U.S. Drone Strikes With Deadly Accuracy
Strikes have become more accurate because of informants and new technology.
ISLAMABAD, Pakistan, Nov. 19, 2008 -- Two missiles destroyed a militant hideout and killed an al Qaeda commander today in one of the deepest U.S. strikes into Pakistan, underscoring the lethal and effective link between intelligence and technology that is helping the United States wage a covert war against militants.
The missile strike on the edge of the village of Bannu in Pakistani's volatile Northwest Frontier province was at least the 24th since early August and the first outside of Pakistan's lawless tribal areas. It killed Abdullah al Azam al-Saudi, a local al Qaeda leader, current and former Pakistani intelligence officials tell ABC News.
Not only was the strike one of the deepest inside Pakistan since missile attacks began here in 2001, but it was incredibly accurate, killing at least five foreign fighters, but leaving unscathed homes around the target.
While top Pakistani officials publicly and privately protest the strikes, U.S. officials argue that they are essential. Planners say the strikes, in which missiles are launched from unmanned drone aircraft, have severely disrupted militant operations in Pakistan and Afghanistan.

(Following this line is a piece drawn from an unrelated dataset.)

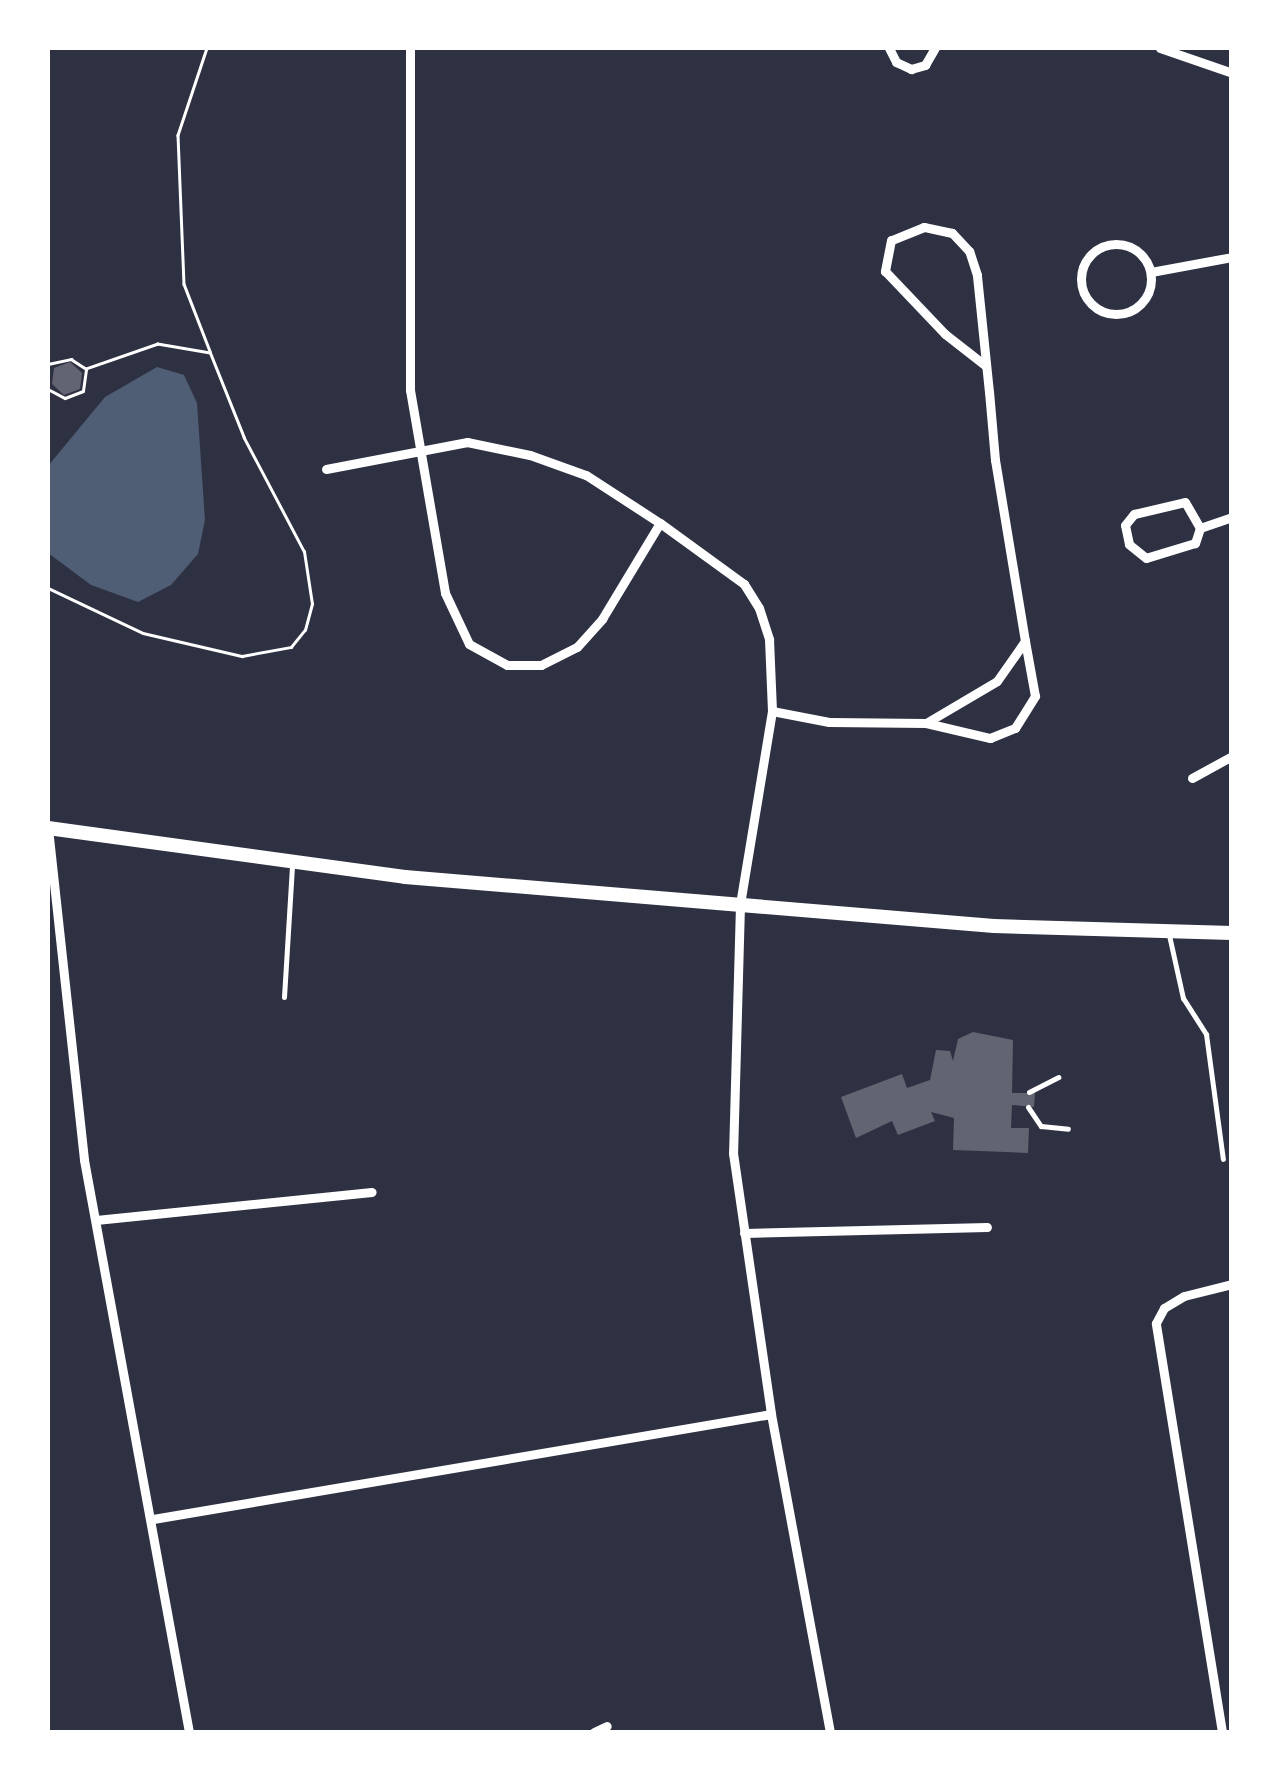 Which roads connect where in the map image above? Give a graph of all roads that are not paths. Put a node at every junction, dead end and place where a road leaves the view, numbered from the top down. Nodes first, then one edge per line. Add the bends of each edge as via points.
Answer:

The strikes have become much more accurate, residents of the area and Pakistani intelligence sources tell ABC News, because of a stronger cadre of on-the-ground informants as well as new technology linking the informants, the drones and the targets together in a fashion more accurate than ever before.
Current and former Pakistani intelligence agents say residents of the area who are helping the United States have access to what locals call "pathris," literally "small things" -- referred to by one agent as a "gadget" -- that can be thrown into homes and used as targeting signals. Military officials declined to comment further on whether the devices map Global Positioning System coordinates, provide an RF signal or use some combination of these or other targeting technologies.
"The attacks have become so precise. In a village, if they want to hit a house in the middle of the village and it's surrounded by other houses, the missile would come and hit that one house only," a resident of North Waziristan, who says he has witnessed numerous missile strikes, told ABC News.